▶ _WORK INSTRUCTIONS_:
Of the records that follow, copy only the lines from the line containing "(骐骥工业区能耗设备管控及安全运维的系统是基于) 8 418" to the line containing "(载体，用最便捷的通讯组网方式，建立智能工业园) 8 574", both included, exactly as written.

▶ _PROVIDED INFORMATION_:
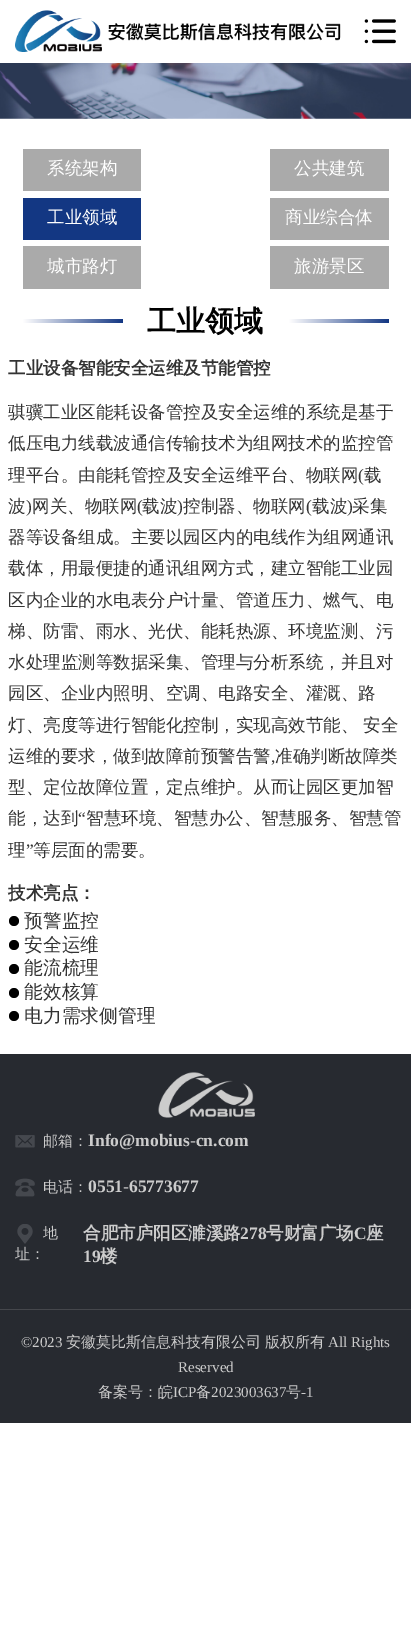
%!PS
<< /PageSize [411 1644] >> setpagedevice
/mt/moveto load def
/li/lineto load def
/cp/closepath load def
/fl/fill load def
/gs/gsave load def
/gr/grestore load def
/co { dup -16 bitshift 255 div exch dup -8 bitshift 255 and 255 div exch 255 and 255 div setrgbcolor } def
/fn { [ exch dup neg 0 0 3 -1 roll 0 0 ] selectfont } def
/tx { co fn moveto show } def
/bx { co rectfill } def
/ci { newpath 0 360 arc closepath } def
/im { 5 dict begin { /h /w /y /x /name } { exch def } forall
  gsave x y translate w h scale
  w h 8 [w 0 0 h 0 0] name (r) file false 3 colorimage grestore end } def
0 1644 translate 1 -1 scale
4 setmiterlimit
0 0 411 1644 16#FFFFFF bx
(media/1.raw) 15 10 326 42 im
(media/2.raw) 364 19 32 25 im
(media/3.raw) 0 63 411 56 im
23 149 118 42 16#AAAAAA bx
270 149 119 42 16#AAAAAA bx
23 198 118 42 16#133783 bx
270 198 119 42 16#AAAAAA bx
23 246 118 43 16#AAAAAA bx
270 246 119 43 16#AAAAAA bx
gs 23 319 mt 123 319 li 123 323 li 23 323 li cp clip newpath
<< /ShadingType 2 /ColorSpace /DeviceRGB /Coords [23 321 123 321] /Extend [true true] /Function << /FunctionType 2 /Domain [0 1] /C0 [1 1 1] /C1 [.075 .216 .514] /N 1 >> >> shfill gr
gs 289 319 mt 389 319 li 389 323 li 289 323 li cp clip newpath
<< /ShadingType 2 /ColorSpace /DeviceRGB /Coords [289 321 389 321] /Extend [true true] /Function << /FunctionType 2 /Domain [0 1] /C0 [1 1 1] /C1 [.075 .216 .514] /N 1 >> >> shfill gr
16#000000 co
14 921 5 ci fl
14 945 5 ci fl
14 969 5 ci fl
14 993 5 ci fl
14 1016 5 ci fl
0 1054 411 255 16#272A30 bx
(media/4.raw) 158 1072 97 46 im
(media/5.raw) 15 1135 20 13 im
(media/6.raw) 15 1178 20 19 im
(media/7.raw) 17 1224 16 20 im
0 1310 411 113 16#272A30 bx
0 1309 411 1 16#45474C bx
(系统架构) 47 174 /WenQuanYiZenHei-Medium 17.5 16#FFFFFF tx
(公共建筑) 294 174 /WenQuanYiZenHei-Medium 17.5 16#FFFFFF tx
(工业领域) 47 223 /WenQuanYiZenHei-Medium 17.5 16#FFFFFF tx
(商业综合体) 285 223 /WenQuanYiZenHei-Medium 17.5 16#FFFFFF tx
(城市路灯) 47 272 /WenQuanYiZenHei-Medium 17.5 16#FFFFFF tx
(旅游景区) 294 272 /WenQuanYiZenHei-Medium 17.5 16#FFFFFF tx
(工业领域) 147 331 /WenQuanYiZenHei-Bold 29 16#000000 tx
(工业设备智能安全运维及节能管控) 8 374 /WenQuanYiZenHei-Bold 17.5 16#333333 tx
(骐骥工业区能耗设备管控及安全运维的系统是基于) 8 418 /WenQuanYiZenHei-Medium 17.5 16#333333 tx
(低压电力线载波通信传输技术为组网技术的监控管) 8 449 /WenQuanYiZenHei-Medium 17.5 16#333333 tx
(理平台。由能耗管控及安全运维平台、物联网) 8 481 /WenQuanYiZenHei-Medium 17.5 16#333333 tx
(\() 358 481 /LiberationSerif-Regular 17.5 16#333333 tx
(载) 364 481 /WenQuanYiZenHei-Medium 17.5 16#333333 tx
(波) 8 512 /WenQuanYiZenHei-Medium 17.5 16#333333 tx
(\)) 26 512 /LiberationSerif-Regular 17.5 16#333333 tx
(网关、物联网) 32 512 /WenQuanYiZenHei-Medium 17.5 16#333333 tx
(\() 137 512 /LiberationSerif-Regular 17.5 16#333333 tx
(载波) 142 512 /WenQuanYiZenHei-Medium 17.5 16#333333 tx
(\)) 177 512 /LiberationSerif-Regular 17.5 16#333333 tx
(控制器、物联网) 183 512 /WenQuanYiZenHei-Medium 17.5 16#333333 tx
(\() 306 512 /LiberationSerif-Regular 17.5 16#333333 tx
(载波) 312 512 /WenQuanYiZenHei-Medium 17.5 16#333333 tx
(\)) 347 512 /LiberationSerif-Regular 17.5 16#333333 tx
(采集) 352 512 /WenQuanYiZenHei-Medium 17.5 16#333333 tx
(器等设备组成。主要以园区内的电线作为组网通讯) 8 543 /WenQuanYiZenHei-Medium 17.5 16#333333 tx
(载体，用最便捷的通讯组网方式，建立智能工业园) 8 574 /WenQuanYiZenHei-Medium 17.5 16#333333 tx
(区内企业的水电表分户计量、管道压力、燃气、电) 8 606 /WenQuanYiZenHei-Medium 17.5 16#333333 tx
(梯、防雷、雨水、光伏、能耗热源、环境监测、污) 8 637 /WenQuanYiZenHei-Medium 17.5 16#333333 tx
(水处理监测等数据采集、管理与分析系统，并且对) 8 668 /WenQuanYiZenHei-Medium 17.5 16#333333 tx
(园区、企业内照明、空调、电路安全、灌溉、路) 8 699 /WenQuanYiZenHei-Medium 17.5 16#333333 tx
(灯、亮度等进行智能化控制，实现高效节能、) 8 731 /WenQuanYiZenHei-Medium 17.5 16#333333 tx
(安全) 363 731 /WenQuanYiZenHei-Medium 17.5 16#333333 tx
(运维的要求，做到故障前预警告警) 8 762 /WenQuanYiZenHei-Medium 17.5 16#333333 tx
(,) 271 762 /LiberationSerif-Regular 17.5 16#333333 tx
(准确判断故障类) 275 762 /WenQuanYiZenHei-Medium 17.5 16#333333 tx
(型、定位故障位置，定点维护。从而让园区更加智) 8 793 /WenQuanYiZenHei-Medium 17.5 16#333333 tx
(能，达到) 8 824 /WenQuanYiZenHei-Medium 17.5 16#333333 tx
(“) 78 824 /LiberationSerif-Regular 17.5 16#333333 tx
(智慧环境、智慧办公、智慧服务、智慧管) 86 824 /WenQuanYiZenHei-Medium 17.5 16#333333 tx
(理) 8 856 /WenQuanYiZenHei-Medium 17.5 16#333333 tx
(”) 26 856 /LiberationSerif-Regular 17.5 16#333333 tx
(等层面的需要。) 33 856 /WenQuanYiZenHei-Medium 17.5 16#333333 tx
(技术亮点：) 8 899 /WenQuanYiZenHei-Bold 17.5 16#333333 tx
(预警监控) 24 927 /WenQuanYiZenHei-Medium 18.75 16#333333 tx
(安全运维) 24 951 /WenQuanYiZenHei-Medium 18.75 16#333333 tx
(能流梳理) 24 974 /WenQuanYiZenHei-Medium 18.75 16#333333 tx
(能效核算) 24 998 /WenQuanYiZenHei-Medium 18.75 16#333333 tx
(电力需求侧管理) 24 1022 /WenQuanYiZenHei-Medium 18.75 16#333333 tx
(邮箱：) 43 1146 /WenQuanYiZenHei-Medium 15 16#CCCCCC tx
(Info@mobius-cn.com) 88 1146 /LiberationSerif-Bold 17.5 16#CCCCCC tx
(电话：) 43 1192 /WenQuanYiZenHei-Medium 15 16#CCCCCC tx
(0551-65773677) 88 1192 /LiberationSerif-Bold 17.5 16#CCCCCC tx
(地) 43 1238 /WenQuanYiZenHei-Medium 15 16#CCCCCC tx
(址：) 15 1259 /WenQuanYiZenHei-Medium 15 16#CCCCCC tx
(合肥市庐阳区濉溪路) 83 1239 /WenQuanYiZenHei-Bold 17.5 16#CCCCCC tx
(278) 240 1239 /LiberationSerif-Bold 17.5 16#CCCCCC tx
(号财富广场) 266 1239 /WenQuanYiZenHei-Bold 17.5 16#CCCCCC tx
(C) 354 1239 /LiberationSerif-Bold 17.5 16#CCCCCC tx
(座) 366 1239 /WenQuanYiZenHei-Bold 17.5 16#CCCCCC tx
(19) 83 1262 /LiberationSerif-Bold 17.5 16#CCCCCC tx
(楼) 100 1262 /WenQuanYiZenHei-Bold 17.5 16#CCCCCC tx
(©2023) 21 1347 /LiberationSerif-Regular 15 16#CCCCCC tx
(安徽莫比斯信息科技有限公司) 66 1347 /WenQuanYiZenHei-Medium 15 16#CCCCCC tx
(版权所有) 265 1347 /WenQuanYiZenHei-Medium 15 16#CCCCCC tx
(All Rights) 328 1347 /LiberationSerif-Regular 15 16#CCCCCC tx
(Reserved) 178 1372 /LiberationSerif-Regular 15 16#CCCCCC tx
(备案号：皖) 98 1397 /WenQuanYiZenHei-Medium 15 16#CCCCCC tx
(ICP) 173 1397 /LiberationSerif-Regular 15 16#CCCCCC tx
(备) 196 1397 /WenQuanYiZenHei-Medium 15 16#CCCCCC tx
(2023003637) 211 1397 /LiberationSerif-Regular 15 16#CCCCCC tx
(号) 286 1397 /WenQuanYiZenHei-Medium 15 16#CCCCCC tx
(-1) 301 1397 /LiberationSerif-Regular 15 16#CCCCCC tx
showpage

▶ _TASK RESPONSE_:
(骐骥工业区能耗设备管控及安全运维的系统是基于) 8 418 /WenQuanYiZenHei-Medium 17.5 16#333333 tx
(低压电力线载波通信传输技术为组网技术的监控管) 8 449 /WenQuanYiZenHei-Medium 17.5 16#333333 tx
(理平台。由能耗管控及安全运维平台、物联网) 8 481 /WenQuanYiZenHei-Medium 17.5 16#333333 tx
(\() 358 481 /LiberationSerif-Regular 17.5 16#333333 tx
(载) 364 481 /WenQuanYiZenHei-Medium 17.5 16#333333 tx
(波) 8 512 /WenQuanYiZenHei-Medium 17.5 16#333333 tx
(\)) 26 512 /LiberationSerif-Regular 17.5 16#333333 tx
(网关、物联网) 32 512 /WenQuanYiZenHei-Medium 17.5 16#333333 tx
(\() 137 512 /LiberationSerif-Regular 17.5 16#333333 tx
(载波) 142 512 /WenQuanYiZenHei-Medium 17.5 16#333333 tx
(\)) 177 512 /LiberationSerif-Regular 17.5 16#333333 tx
(控制器、物联网) 183 512 /WenQuanYiZenHei-Medium 17.5 16#333333 tx
(\() 306 512 /LiberationSerif-Regular 17.5 16#333333 tx
(载波) 312 512 /WenQuanYiZenHei-Medium 17.5 16#333333 tx
(\)) 347 512 /LiberationSerif-Regular 17.5 16#333333 tx
(采集) 352 512 /WenQuanYiZenHei-Medium 17.5 16#333333 tx
(器等设备组成。主要以园区内的电线作为组网通讯) 8 543 /WenQuanYiZenHei-Medium 17.5 16#333333 tx
(载体，用最便捷的通讯组网方式，建立智能工业园) 8 574 /WenQuanYiZenHei-Medium 17.5 16#333333 tx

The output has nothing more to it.